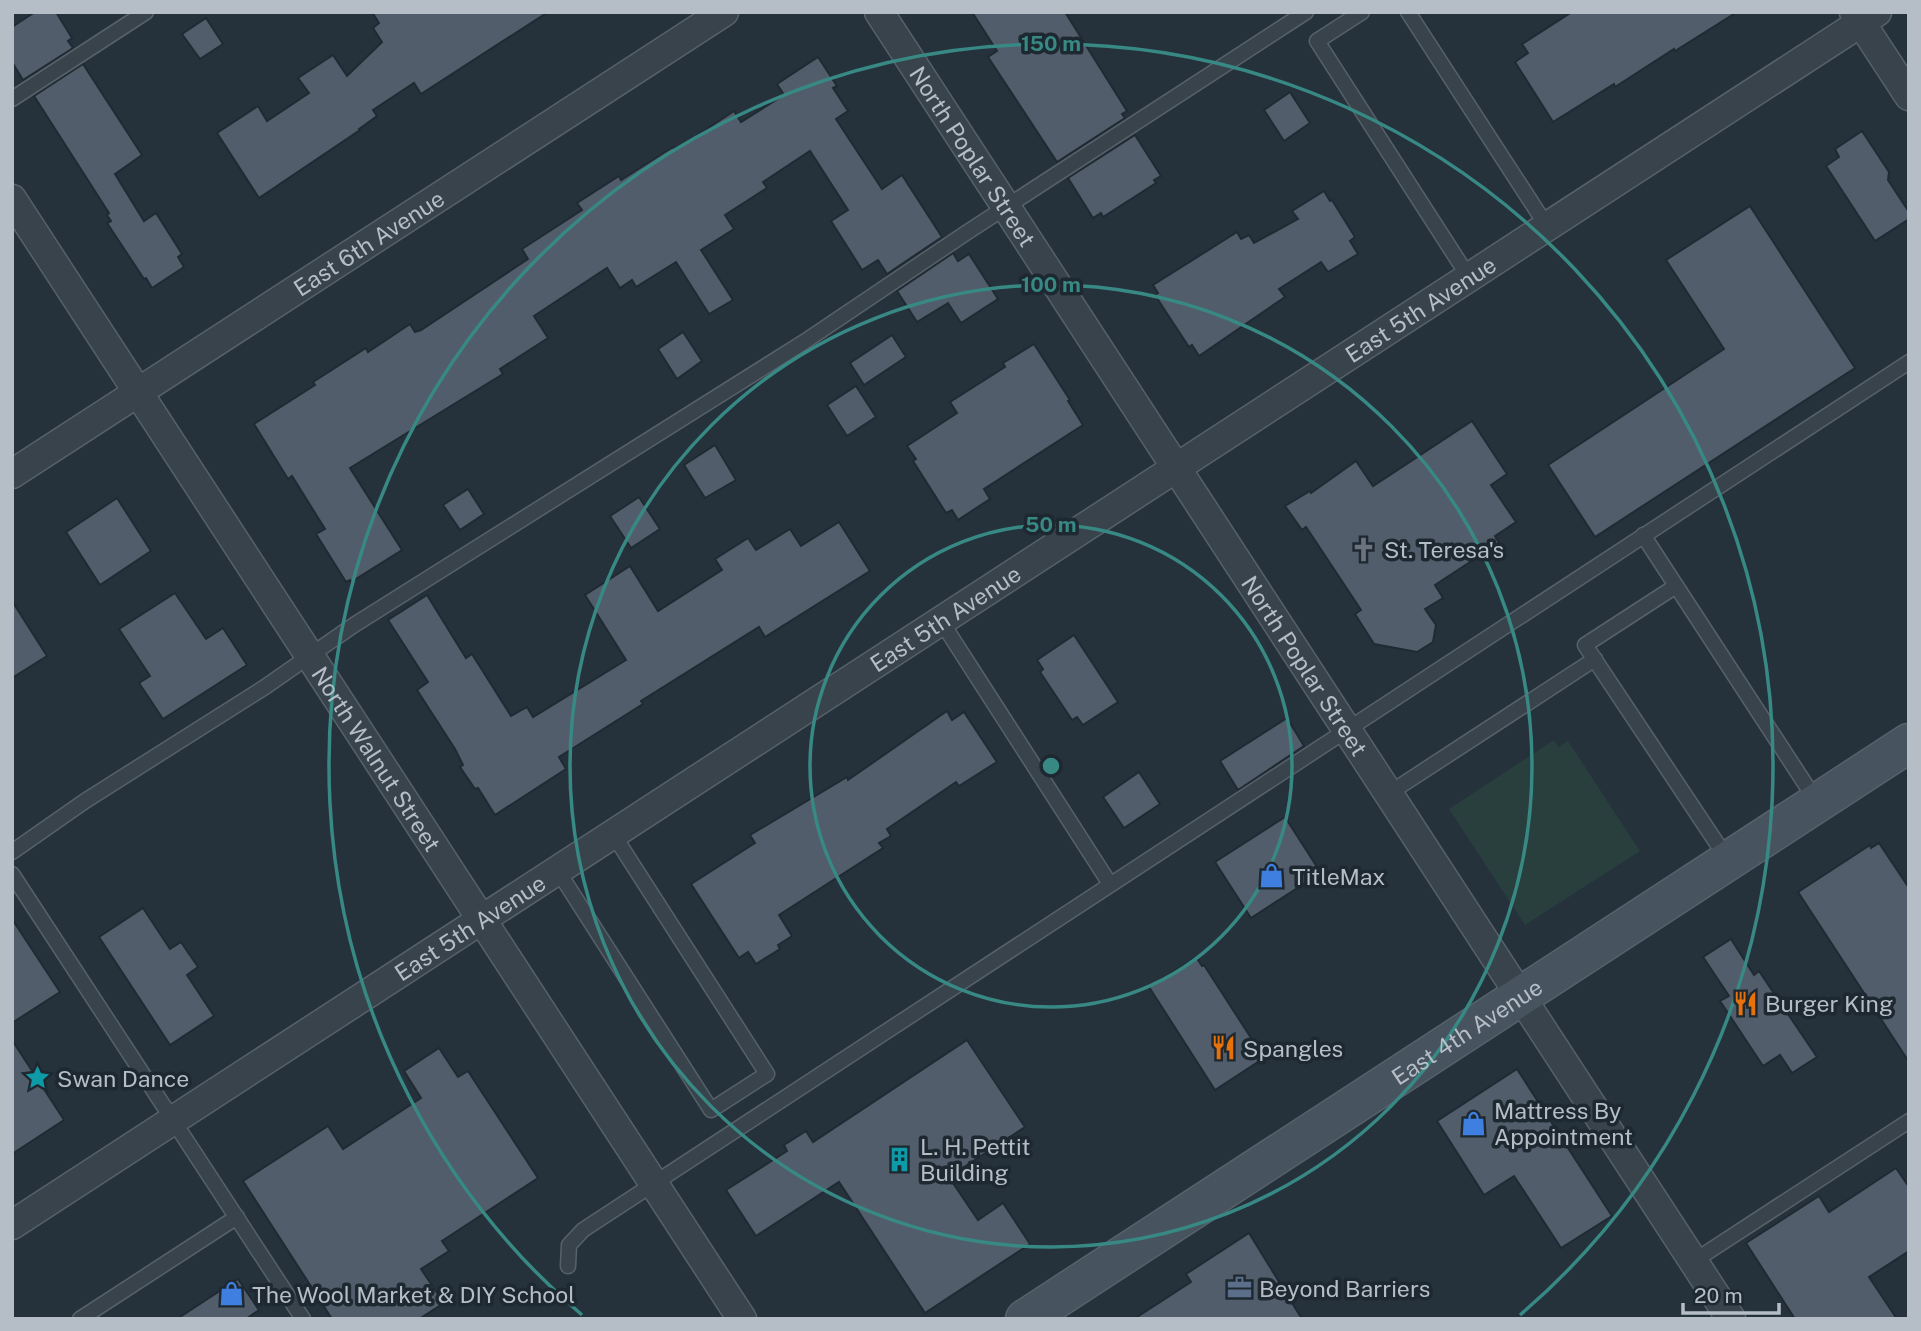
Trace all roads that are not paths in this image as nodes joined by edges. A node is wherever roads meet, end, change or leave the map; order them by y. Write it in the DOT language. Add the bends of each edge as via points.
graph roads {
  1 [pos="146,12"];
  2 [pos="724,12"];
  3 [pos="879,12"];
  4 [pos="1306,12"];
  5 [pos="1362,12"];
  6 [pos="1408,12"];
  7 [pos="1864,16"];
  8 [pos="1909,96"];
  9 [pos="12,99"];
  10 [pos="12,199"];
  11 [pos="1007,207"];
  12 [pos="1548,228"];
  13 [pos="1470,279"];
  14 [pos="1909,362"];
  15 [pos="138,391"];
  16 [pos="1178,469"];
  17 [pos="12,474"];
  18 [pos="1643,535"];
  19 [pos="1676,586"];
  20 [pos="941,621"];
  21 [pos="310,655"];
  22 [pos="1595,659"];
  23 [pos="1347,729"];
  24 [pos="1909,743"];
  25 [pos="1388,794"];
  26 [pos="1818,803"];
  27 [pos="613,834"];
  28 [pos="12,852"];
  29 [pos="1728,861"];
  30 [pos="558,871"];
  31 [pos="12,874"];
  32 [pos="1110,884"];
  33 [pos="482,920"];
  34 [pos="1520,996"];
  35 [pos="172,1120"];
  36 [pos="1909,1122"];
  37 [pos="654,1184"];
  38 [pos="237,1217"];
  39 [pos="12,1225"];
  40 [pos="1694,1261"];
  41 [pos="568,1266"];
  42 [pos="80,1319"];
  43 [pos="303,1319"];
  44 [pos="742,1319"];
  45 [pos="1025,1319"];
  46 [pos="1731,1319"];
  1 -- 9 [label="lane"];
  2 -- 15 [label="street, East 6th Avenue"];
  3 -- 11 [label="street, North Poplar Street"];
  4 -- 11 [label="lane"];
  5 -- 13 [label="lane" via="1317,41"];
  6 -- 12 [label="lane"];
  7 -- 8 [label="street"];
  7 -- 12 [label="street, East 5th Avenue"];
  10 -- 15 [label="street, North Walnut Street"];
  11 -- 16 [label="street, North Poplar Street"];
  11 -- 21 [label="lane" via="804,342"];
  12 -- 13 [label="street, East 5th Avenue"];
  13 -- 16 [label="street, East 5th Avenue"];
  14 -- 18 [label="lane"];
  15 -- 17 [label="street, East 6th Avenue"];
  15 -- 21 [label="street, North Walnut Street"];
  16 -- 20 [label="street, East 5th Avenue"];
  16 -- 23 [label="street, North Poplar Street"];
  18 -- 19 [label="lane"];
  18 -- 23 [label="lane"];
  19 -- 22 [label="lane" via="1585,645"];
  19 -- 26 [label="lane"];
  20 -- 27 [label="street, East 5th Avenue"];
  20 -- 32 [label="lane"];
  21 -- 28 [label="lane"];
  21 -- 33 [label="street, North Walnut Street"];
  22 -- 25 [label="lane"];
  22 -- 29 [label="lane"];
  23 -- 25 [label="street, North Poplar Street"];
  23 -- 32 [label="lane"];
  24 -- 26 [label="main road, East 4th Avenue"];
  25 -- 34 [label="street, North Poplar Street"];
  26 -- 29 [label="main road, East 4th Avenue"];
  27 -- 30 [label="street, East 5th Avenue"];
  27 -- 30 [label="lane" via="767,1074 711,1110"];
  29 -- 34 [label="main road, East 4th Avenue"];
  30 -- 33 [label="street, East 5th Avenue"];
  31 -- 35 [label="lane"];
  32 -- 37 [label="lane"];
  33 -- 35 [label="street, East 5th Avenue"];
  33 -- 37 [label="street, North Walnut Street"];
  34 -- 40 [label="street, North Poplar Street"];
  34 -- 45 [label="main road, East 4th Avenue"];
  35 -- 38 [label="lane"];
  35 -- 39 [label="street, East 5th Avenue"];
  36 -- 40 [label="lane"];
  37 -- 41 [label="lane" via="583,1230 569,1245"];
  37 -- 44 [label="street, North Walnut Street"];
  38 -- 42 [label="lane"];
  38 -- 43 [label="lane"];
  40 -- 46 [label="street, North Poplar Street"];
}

(WHAT THIS TASK INVOLVES) With pictures excluded, the material is to be written out exactly as given.

(EXPECTED OUTPUT)
Trace all roads that are not paths in this image as nodes joined by edges. A node is wherever roads meet, end, change or leave the map; order them by y. Write it in the DOT language. Add the bends of each edge as via points.
graph roads {
  1 [pos="146,12"];
  2 [pos="724,12"];
  3 [pos="879,12"];
  4 [pos="1306,12"];
  5 [pos="1362,12"];
  6 [pos="1408,12"];
  7 [pos="1864,16"];
  8 [pos="1909,96"];
  9 [pos="12,99"];
  10 [pos="12,199"];
  11 [pos="1007,207"];
  12 [pos="1548,228"];
  13 [pos="1470,279"];
  14 [pos="1909,362"];
  15 [pos="138,391"];
  16 [pos="1178,469"];
  17 [pos="12,474"];
  18 [pos="1643,535"];
  19 [pos="1676,586"];
  20 [pos="941,621"];
  21 [pos="310,655"];
  22 [pos="1595,659"];
  23 [pos="1347,729"];
  24 [pos="1909,743"];
  25 [pos="1388,794"];
  26 [pos="1818,803"];
  27 [pos="613,834"];
  28 [pos="12,852"];
  29 [pos="1728,861"];
  30 [pos="558,871"];
  31 [pos="12,874"];
  32 [pos="1110,884"];
  33 [pos="482,920"];
  34 [pos="1520,996"];
  35 [pos="172,1120"];
  36 [pos="1909,1122"];
  37 [pos="654,1184"];
  38 [pos="237,1217"];
  39 [pos="12,1225"];
  40 [pos="1694,1261"];
  41 [pos="568,1266"];
  42 [pos="80,1319"];
  43 [pos="303,1319"];
  44 [pos="742,1319"];
  45 [pos="1025,1319"];
  46 [pos="1731,1319"];
  1 -- 9 [label="lane"];
  2 -- 15 [label="street, East 6th Avenue"];
  3 -- 11 [label="street, North Poplar Street"];
  4 -- 11 [label="lane"];
  5 -- 13 [label="lane" via="1317,41"];
  6 -- 12 [label="lane"];
  7 -- 8 [label="street"];
  7 -- 12 [label="street, East 5th Avenue"];
  10 -- 15 [label="street, North Walnut Street"];
  11 -- 16 [label="street, North Poplar Street"];
  11 -- 21 [label="lane" via="804,342"];
  12 -- 13 [label="street, East 5th Avenue"];
  13 -- 16 [label="street, East 5th Avenue"];
  14 -- 18 [label="lane"];
  15 -- 17 [label="street, East 6th Avenue"];
  15 -- 21 [label="street, North Walnut Street"];
  16 -- 20 [label="street, East 5th Avenue"];
  16 -- 23 [label="street, North Poplar Street"];
  18 -- 19 [label="lane"];
  18 -- 23 [label="lane"];
  19 -- 22 [label="lane" via="1585,645"];
  19 -- 26 [label="lane"];
  20 -- 27 [label="street, East 5th Avenue"];
  20 -- 32 [label="lane"];
  21 -- 28 [label="lane"];
  21 -- 33 [label="street, North Walnut Street"];
  22 -- 25 [label="lane"];
  22 -- 29 [label="lane"];
  23 -- 25 [label="street, North Poplar Street"];
  23 -- 32 [label="lane"];
  24 -- 26 [label="main road, East 4th Avenue"];
  25 -- 34 [label="street, North Poplar Street"];
  26 -- 29 [label="main road, East 4th Avenue"];
  27 -- 30 [label="street, East 5th Avenue"];
  27 -- 30 [label="lane" via="767,1074 711,1110"];
  29 -- 34 [label="main road, East 4th Avenue"];
  30 -- 33 [label="street, East 5th Avenue"];
  31 -- 35 [label="lane"];
  32 -- 37 [label="lane"];
  33 -- 35 [label="street, East 5th Avenue"];
  33 -- 37 [label="street, North Walnut Street"];
  34 -- 40 [label="street, North Poplar Street"];
  34 -- 45 [label="main road, East 4th Avenue"];
  35 -- 38 [label="lane"];
  35 -- 39 [label="street, East 5th Avenue"];
  36 -- 40 [label="lane"];
  37 -- 41 [label="lane" via="583,1230 569,1245"];
  37 -- 44 [label="street, North Walnut Street"];
  38 -- 42 [label="lane"];
  38 -- 43 [label="lane"];
  40 -- 46 [label="street, North Poplar Street"];
}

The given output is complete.